Find only files with exact two words



  • I have a lot of different files. Notepad++ should only find the files which inlude the two words i’m searching for.
    The two words are not located in the same line, just somewhere in the same file.

    How can i do this?



  • There is the search words in files, he that does not work?



  • Maybe this works, but i would like to do it in notepad. I had used it in notepad a few months ago, but i’ve forgot what i have to put in the search field in notepad. Tried some i found via google but nothing works the way i need it.

    It also finds files which include either one of the words. But i need to find files with both words in.



  • welcome to the notepad++ community, @Ronny-Kerk

    our regex specialists are currently offline, and i’m only at janitor level for regex, but here’s something you could try:

    open up find in files and enter:
    find what: (?=.*word1)(?=.*word2)
    directory: your desired path
    search mode: regular expression
    and hit find all



  • Thanks for your answer.
    I’ve tried it but it does not work. It finds the two words i’m looking for, but just in a big section. Not in the whole file.

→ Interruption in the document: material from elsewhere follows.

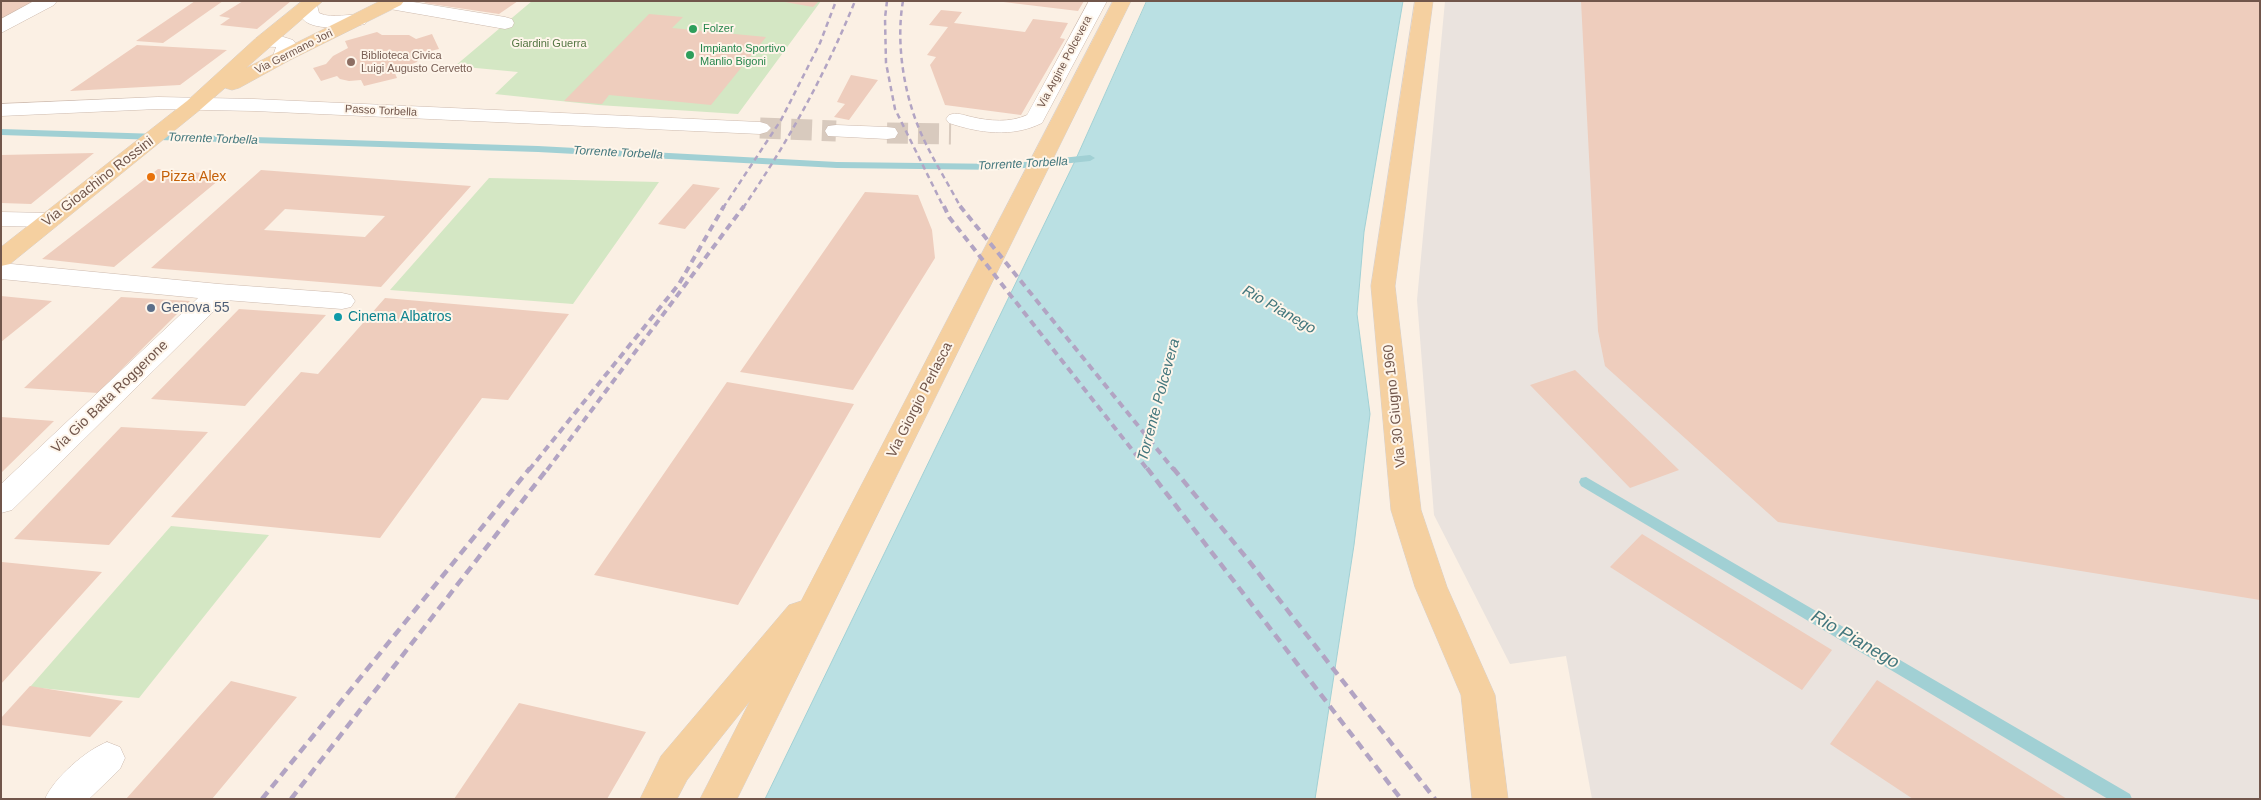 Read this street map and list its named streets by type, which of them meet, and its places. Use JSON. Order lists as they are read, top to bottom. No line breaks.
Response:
{"streets":{"main road":["Via Germano Jori","Via Gioachino Rossini","Via Giorgio Perlasca","Via 30 Giugno 1960"],"street":["Via Argine Polcevera","Passo Torbella","Via Gio Batta Roggerone"]},"crossings":[["Via Germano Jori","Passo Torbella"],["Via Germano Jori","Via Gioachino Rossini"],["Passo Torbella","Via Gioachino Rossini"]],"water":["Torrente Torbella","Rio Pianego","Torrente Polcevera"],"parks":["Giardini Guerra"],"places":["Folzer","Impianto Sportivo Manlio Bigoni","Biblioteca Civica Luigi Augusto Cervetto","Pizza Alex","Genova 55","Cinema Albatros"]}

    My files (ca. 1,500) are filled with many words. Most files have over 1000 lines. Now i want to give notepad two or maybe more words to look for. For example: “Ronny Kerk” and “1982” are the words i’m looking for. Now notepad should show me all the files where both these two search criterias are included.



  • @Ronny-Kerk

    I’m not promoted to be an regex expert yet but what about using something like

    (?s)(?=.*1982)(?=.*Ronny Kerk).*



  • @Ronny-Kerk

    I would suggest this:

    Find: (?si)(\bword1\b.*?\bword2\b)|(\bword2\b.*?\bword1\b)
    Search mode: Regular expression

    The \b are there to enforce word boundaries–remove them if not desired. Also this will find word1 and word2 in either order, and without regard to the case.

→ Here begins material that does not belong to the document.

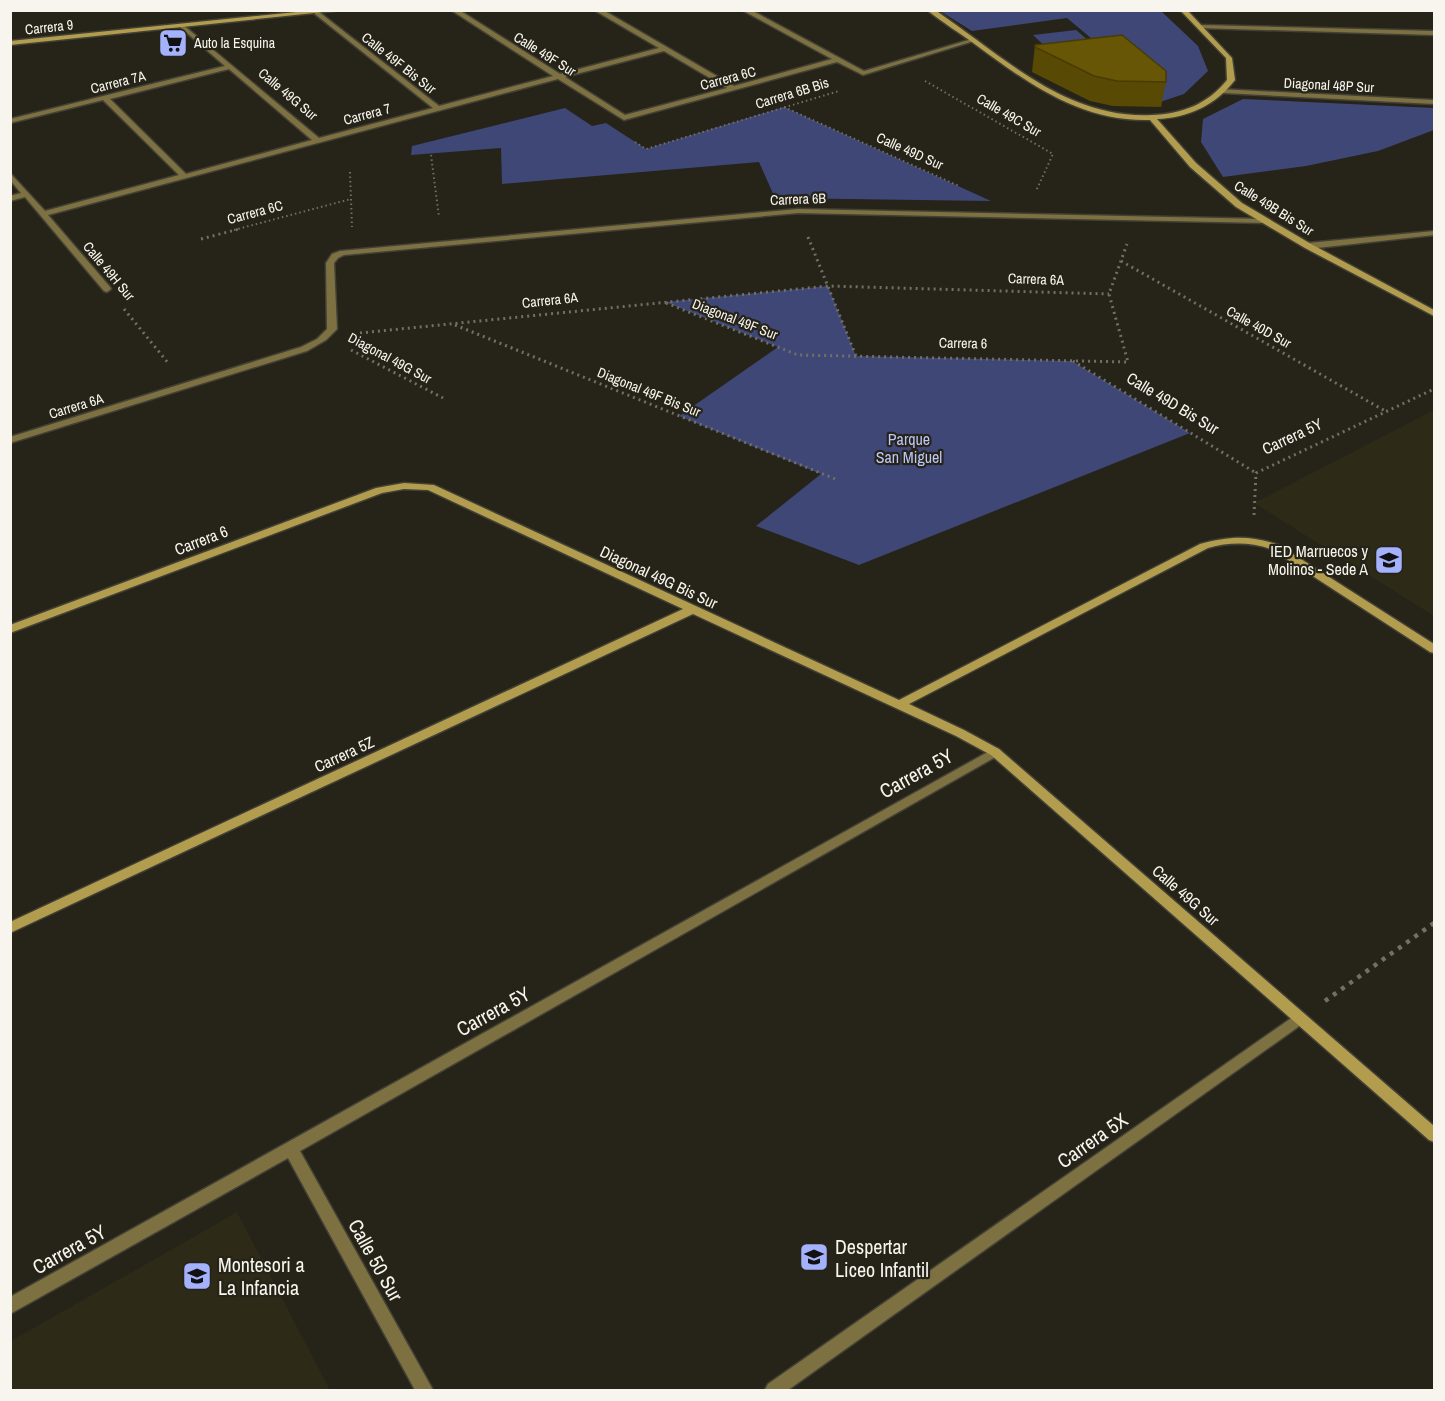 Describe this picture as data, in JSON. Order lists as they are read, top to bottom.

    So basically this: I’ve tried it but it does not work. It finds the two words i’m looking for, but just in a big section. Not in the whole file doesn’t make a lot of sense. How can it not work but yet find the 2 words you want? Can you explain more about what you expect versus what happens?

    Note that Notepad++ can’t directly give you a list of files. It can only give you a list of matches, which includes the filenames but also has more information about the matches.



  • @Alan-Kilborn

    may I ask you, where do you see the advantage of using alternations versus lookaheads?



  • @Ekopalypse said:

    where do you see the advantage of using alternations versus lookaheads?

    I suppose for the current case of the OP, it doesn’t matter, but if I were doing it, I suspect I might like to see the range where my match was found, in certain instances. The lookahead approach selects as a match the entire file contents. BTW, I’m always nervous when the regex engine causes an entire file contents match. It makes me think it has failed in a big way…see here.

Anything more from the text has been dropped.